GOAL OF THE EXERCISE. Output every line of the data exactly as it appears.

*** Opening of INPUT MATERIAL ***

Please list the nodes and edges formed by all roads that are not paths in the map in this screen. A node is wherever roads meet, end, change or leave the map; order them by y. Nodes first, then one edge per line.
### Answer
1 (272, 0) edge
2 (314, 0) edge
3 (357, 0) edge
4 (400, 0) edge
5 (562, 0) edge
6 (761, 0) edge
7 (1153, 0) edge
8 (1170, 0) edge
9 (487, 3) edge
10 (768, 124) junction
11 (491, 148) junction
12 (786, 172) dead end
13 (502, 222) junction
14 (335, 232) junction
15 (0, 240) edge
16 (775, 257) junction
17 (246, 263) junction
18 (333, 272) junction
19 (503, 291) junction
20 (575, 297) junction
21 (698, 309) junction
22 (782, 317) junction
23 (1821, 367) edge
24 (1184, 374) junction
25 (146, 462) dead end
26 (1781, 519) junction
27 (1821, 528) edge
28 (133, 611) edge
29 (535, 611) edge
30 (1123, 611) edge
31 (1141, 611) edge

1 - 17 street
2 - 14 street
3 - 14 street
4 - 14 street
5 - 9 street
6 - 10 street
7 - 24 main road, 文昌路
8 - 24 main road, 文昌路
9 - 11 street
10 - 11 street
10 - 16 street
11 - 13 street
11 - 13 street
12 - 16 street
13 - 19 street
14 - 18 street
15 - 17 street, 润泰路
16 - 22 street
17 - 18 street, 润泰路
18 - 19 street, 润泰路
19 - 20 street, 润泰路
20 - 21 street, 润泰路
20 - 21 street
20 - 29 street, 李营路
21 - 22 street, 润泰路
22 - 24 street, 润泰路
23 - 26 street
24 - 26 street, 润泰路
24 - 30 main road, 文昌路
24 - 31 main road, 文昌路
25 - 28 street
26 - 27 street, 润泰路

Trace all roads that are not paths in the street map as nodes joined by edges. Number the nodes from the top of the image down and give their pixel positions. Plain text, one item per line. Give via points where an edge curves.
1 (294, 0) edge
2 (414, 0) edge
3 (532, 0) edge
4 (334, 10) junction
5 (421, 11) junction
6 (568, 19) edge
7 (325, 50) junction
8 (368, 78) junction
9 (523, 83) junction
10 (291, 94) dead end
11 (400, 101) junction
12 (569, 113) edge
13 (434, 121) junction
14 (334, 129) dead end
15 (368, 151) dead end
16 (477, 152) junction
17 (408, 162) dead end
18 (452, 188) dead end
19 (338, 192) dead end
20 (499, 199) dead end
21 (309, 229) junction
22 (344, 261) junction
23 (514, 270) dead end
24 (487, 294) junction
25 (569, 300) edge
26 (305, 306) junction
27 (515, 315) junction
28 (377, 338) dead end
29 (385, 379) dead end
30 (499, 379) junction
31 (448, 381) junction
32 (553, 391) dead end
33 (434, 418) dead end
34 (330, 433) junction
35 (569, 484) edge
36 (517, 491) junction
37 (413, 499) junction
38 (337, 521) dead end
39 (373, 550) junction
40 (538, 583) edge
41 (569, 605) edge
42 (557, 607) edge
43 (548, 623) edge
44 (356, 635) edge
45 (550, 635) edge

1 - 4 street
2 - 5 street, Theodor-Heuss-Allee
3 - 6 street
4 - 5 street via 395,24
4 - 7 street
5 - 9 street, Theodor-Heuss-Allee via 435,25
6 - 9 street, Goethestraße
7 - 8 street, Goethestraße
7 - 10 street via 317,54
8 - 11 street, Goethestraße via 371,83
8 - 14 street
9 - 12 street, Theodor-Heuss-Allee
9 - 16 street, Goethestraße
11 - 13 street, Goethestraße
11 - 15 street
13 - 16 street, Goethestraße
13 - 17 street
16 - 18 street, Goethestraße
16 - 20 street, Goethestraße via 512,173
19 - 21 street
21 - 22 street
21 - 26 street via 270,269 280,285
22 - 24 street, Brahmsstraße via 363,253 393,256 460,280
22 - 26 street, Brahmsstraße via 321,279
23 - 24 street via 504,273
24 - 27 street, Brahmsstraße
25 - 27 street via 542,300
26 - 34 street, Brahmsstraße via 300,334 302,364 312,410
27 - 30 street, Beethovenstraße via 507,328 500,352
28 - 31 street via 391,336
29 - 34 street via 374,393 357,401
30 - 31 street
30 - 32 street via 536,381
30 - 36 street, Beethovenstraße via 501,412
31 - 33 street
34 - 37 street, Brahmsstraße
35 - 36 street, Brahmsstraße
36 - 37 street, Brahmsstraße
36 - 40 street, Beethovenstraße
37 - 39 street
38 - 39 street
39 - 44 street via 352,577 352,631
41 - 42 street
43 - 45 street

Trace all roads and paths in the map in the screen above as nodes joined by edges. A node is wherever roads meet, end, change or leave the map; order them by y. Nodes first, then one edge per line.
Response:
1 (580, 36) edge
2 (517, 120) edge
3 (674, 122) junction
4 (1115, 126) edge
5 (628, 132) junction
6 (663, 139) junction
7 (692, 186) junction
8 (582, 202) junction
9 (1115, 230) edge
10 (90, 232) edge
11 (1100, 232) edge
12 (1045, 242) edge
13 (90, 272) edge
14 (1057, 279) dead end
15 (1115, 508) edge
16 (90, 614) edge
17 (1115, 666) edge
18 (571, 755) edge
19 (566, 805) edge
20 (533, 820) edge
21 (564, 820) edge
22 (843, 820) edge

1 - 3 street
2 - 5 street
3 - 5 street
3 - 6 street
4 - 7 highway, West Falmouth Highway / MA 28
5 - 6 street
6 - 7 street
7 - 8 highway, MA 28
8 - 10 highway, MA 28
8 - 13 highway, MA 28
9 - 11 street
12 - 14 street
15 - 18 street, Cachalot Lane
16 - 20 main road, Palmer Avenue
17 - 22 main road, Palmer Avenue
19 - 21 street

*** Close of INPUT MATERIAL ***

ANSWER BOX.
Please list the nodes and edges formed by all roads that are not paths in the map in this screen. A node is wherever roads meet, end, change or leave the map; order them by y. Nodes first, then one edge per line.
### Answer
1 (272, 0) edge
2 (314, 0) edge
3 (357, 0) edge
4 (400, 0) edge
5 (562, 0) edge
6 (761, 0) edge
7 (1153, 0) edge
8 (1170, 0) edge
9 (487, 3) edge
10 (768, 124) junction
11 (491, 148) junction
12 (786, 172) dead end
13 (502, 222) junction
14 (335, 232) junction
15 (0, 240) edge
16 (775, 257) junction
17 (246, 263) junction
18 (333, 272) junction
19 (503, 291) junction
20 (575, 297) junction
21 (698, 309) junction
22 (782, 317) junction
23 (1821, 367) edge
24 (1184, 374) junction
25 (146, 462) dead end
26 (1781, 519) junction
27 (1821, 528) edge
28 (133, 611) edge
29 (535, 611) edge
30 (1123, 611) edge
31 (1141, 611) edge

1 - 17 street
2 - 14 street
3 - 14 street
4 - 14 street
5 - 9 street
6 - 10 street
7 - 24 main road, 文昌路
8 - 24 main road, 文昌路
9 - 11 street
10 - 11 street
10 - 16 street
11 - 13 street
11 - 13 street
12 - 16 street
13 - 19 street
14 - 18 street
15 - 17 street, 润泰路
16 - 22 street
17 - 18 street, 润泰路
18 - 19 street, 润泰路
19 - 20 street, 润泰路
20 - 21 street, 润泰路
20 - 21 street
20 - 29 street, 李营路
21 - 22 street, 润泰路
22 - 24 street, 润泰路
23 - 26 street
24 - 26 street, 润泰路
24 - 30 main road, 文昌路
24 - 31 main road, 文昌路
25 - 28 street
26 - 27 street, 润泰路

Trace all roads that are not paths in the street map as nodes joined by edges. Number the nodes from the top of the image down and give their pixel positions. Plain text, one item per line. Give via points where an edge curves.
1 (294, 0) edge
2 (414, 0) edge
3 (532, 0) edge
4 (334, 10) junction
5 (421, 11) junction
6 (568, 19) edge
7 (325, 50) junction
8 (368, 78) junction
9 (523, 83) junction
10 (291, 94) dead end
11 (400, 101) junction
12 (569, 113) edge
13 (434, 121) junction
14 (334, 129) dead end
15 (368, 151) dead end
16 (477, 152) junction
17 (408, 162) dead end
18 (452, 188) dead end
19 (338, 192) dead end
20 (499, 199) dead end
21 (309, 229) junction
22 (344, 261) junction
23 (514, 270) dead end
24 (487, 294) junction
25 (569, 300) edge
26 (305, 306) junction
27 (515, 315) junction
28 (377, 338) dead end
29 (385, 379) dead end
30 (499, 379) junction
31 (448, 381) junction
32 (553, 391) dead end
33 (434, 418) dead end
34 (330, 433) junction
35 (569, 484) edge
36 (517, 491) junction
37 (413, 499) junction
38 (337, 521) dead end
39 (373, 550) junction
40 (538, 583) edge
41 (569, 605) edge
42 (557, 607) edge
43 (548, 623) edge
44 (356, 635) edge
45 (550, 635) edge

1 - 4 street
2 - 5 street, Theodor-Heuss-Allee
3 - 6 street
4 - 5 street via 395,24
4 - 7 street
5 - 9 street, Theodor-Heuss-Allee via 435,25
6 - 9 street, Goethestraße
7 - 8 street, Goethestraße
7 - 10 street via 317,54
8 - 11 street, Goethestraße via 371,83
8 - 14 street
9 - 12 street, Theodor-Heuss-Allee
9 - 16 street, Goethestraße
11 - 13 street, Goethestraße
11 - 15 street
13 - 16 street, Goethestraße
13 - 17 street
16 - 18 street, Goethestraße
16 - 20 street, Goethestraße via 512,173
19 - 21 street
21 - 22 street
21 - 26 street via 270,269 280,285
22 - 24 street, Brahmsstraße via 363,253 393,256 460,280
22 - 26 street, Brahmsstraße via 321,279
23 - 24 street via 504,273
24 - 27 street, Brahmsstraße
25 - 27 street via 542,300
26 - 34 street, Brahmsstraße via 300,334 302,364 312,410
27 - 30 street, Beethovenstraße via 507,328 500,352
28 - 31 street via 391,336
29 - 34 street via 374,393 357,401
30 - 31 street
30 - 32 street via 536,381
30 - 36 street, Beethovenstraße via 501,412
31 - 33 street
34 - 37 street, Brahmsstraße
35 - 36 street, Brahmsstraße
36 - 37 street, Brahmsstraße
36 - 40 street, Beethovenstraße
37 - 39 street
38 - 39 street
39 - 44 street via 352,577 352,631
41 - 42 street
43 - 45 street

Trace all roads and paths in the map in the screen above as nodes joined by edges. A node is wherever roads meet, end, change or leave the map; order them by y. Nodes first, then one edge per line.
Response:
1 (580, 36) edge
2 (517, 120) edge
3 (674, 122) junction
4 (1115, 126) edge
5 (628, 132) junction
6 (663, 139) junction
7 (692, 186) junction
8 (582, 202) junction
9 (1115, 230) edge
10 (90, 232) edge
11 (1100, 232) edge
12 (1045, 242) edge
13 (90, 272) edge
14 (1057, 279) dead end
15 (1115, 508) edge
16 (90, 614) edge
17 (1115, 666) edge
18 (571, 755) edge
19 (566, 805) edge
20 (533, 820) edge
21 (564, 820) edge
22 (843, 820) edge

1 - 3 street
2 - 5 street
3 - 5 street
3 - 6 street
4 - 7 highway, West Falmouth Highway / MA 28
5 - 6 street
6 - 7 street
7 - 8 highway, MA 28
8 - 10 highway, MA 28
8 - 13 highway, MA 28
9 - 11 street
12 - 14 street
15 - 18 street, Cachalot Lane
16 - 20 main road, Palmer Avenue
17 - 22 main road, Palmer Avenue
19 - 21 street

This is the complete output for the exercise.